# Task details
Pull every line that holds the word "Мерджан" from the entries.

# Extracted records
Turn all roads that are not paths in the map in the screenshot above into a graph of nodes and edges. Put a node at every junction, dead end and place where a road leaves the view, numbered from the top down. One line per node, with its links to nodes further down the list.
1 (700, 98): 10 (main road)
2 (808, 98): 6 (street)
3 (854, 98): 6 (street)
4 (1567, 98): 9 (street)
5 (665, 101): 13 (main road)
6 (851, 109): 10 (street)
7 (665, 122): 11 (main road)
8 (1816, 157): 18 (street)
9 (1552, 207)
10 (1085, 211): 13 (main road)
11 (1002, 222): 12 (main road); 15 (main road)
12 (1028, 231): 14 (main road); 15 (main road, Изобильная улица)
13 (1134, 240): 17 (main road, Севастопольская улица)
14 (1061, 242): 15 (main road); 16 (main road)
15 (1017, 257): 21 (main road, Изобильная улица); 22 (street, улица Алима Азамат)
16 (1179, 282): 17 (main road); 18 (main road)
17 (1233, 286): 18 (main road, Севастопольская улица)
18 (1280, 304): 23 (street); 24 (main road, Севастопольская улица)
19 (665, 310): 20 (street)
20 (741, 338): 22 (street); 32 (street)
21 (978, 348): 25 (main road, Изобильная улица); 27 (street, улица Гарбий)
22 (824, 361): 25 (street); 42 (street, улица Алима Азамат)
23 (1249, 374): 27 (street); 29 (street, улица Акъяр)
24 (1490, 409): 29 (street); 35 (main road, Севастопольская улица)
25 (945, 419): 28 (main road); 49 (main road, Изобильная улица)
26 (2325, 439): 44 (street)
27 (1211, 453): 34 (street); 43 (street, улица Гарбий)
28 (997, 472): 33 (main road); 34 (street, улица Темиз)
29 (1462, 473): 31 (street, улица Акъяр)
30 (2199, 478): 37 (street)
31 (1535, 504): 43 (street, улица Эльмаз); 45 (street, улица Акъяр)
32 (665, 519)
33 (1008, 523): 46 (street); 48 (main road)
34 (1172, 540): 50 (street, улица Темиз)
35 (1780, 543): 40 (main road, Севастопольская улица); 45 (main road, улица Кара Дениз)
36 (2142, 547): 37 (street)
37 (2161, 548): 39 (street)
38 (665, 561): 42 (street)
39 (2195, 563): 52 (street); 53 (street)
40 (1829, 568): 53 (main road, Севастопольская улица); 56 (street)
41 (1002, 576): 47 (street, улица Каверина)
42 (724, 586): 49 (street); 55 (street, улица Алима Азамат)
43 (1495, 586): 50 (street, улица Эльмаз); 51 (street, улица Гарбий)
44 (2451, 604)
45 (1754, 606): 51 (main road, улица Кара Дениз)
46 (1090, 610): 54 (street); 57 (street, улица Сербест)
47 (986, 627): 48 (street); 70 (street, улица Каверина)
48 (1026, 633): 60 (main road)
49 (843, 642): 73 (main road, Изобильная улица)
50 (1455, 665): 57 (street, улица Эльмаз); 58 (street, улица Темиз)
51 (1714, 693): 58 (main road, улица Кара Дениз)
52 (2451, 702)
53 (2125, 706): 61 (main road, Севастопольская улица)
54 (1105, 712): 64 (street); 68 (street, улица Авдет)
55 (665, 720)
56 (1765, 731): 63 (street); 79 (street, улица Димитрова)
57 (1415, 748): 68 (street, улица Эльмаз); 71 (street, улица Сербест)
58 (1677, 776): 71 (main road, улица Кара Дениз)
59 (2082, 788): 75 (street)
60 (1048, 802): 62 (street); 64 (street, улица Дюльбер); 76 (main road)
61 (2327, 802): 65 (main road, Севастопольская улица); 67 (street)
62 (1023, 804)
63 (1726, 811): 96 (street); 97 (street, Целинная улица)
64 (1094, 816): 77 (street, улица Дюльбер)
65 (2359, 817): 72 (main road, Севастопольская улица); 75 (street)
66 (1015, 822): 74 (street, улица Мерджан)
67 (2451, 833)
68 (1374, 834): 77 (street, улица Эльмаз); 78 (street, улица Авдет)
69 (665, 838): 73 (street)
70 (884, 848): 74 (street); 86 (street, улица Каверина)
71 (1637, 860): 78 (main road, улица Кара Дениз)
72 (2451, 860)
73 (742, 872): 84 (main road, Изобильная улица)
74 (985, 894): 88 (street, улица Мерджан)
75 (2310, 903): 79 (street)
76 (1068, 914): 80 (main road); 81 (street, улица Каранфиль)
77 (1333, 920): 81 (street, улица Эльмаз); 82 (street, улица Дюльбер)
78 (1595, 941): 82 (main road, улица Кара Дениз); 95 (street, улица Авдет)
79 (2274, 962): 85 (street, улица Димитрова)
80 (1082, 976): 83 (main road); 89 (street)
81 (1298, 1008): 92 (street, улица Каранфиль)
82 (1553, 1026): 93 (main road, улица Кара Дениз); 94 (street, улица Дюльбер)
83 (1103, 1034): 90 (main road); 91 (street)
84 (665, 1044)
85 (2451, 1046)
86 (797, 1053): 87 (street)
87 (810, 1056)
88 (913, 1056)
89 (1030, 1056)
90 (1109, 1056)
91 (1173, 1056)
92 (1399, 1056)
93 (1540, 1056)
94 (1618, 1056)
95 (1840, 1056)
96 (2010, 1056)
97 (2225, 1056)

# Task solution
66 (1015, 822): 74 (street, улица Мерджан)
74 (985, 894): 88 (street, улица Мерджан)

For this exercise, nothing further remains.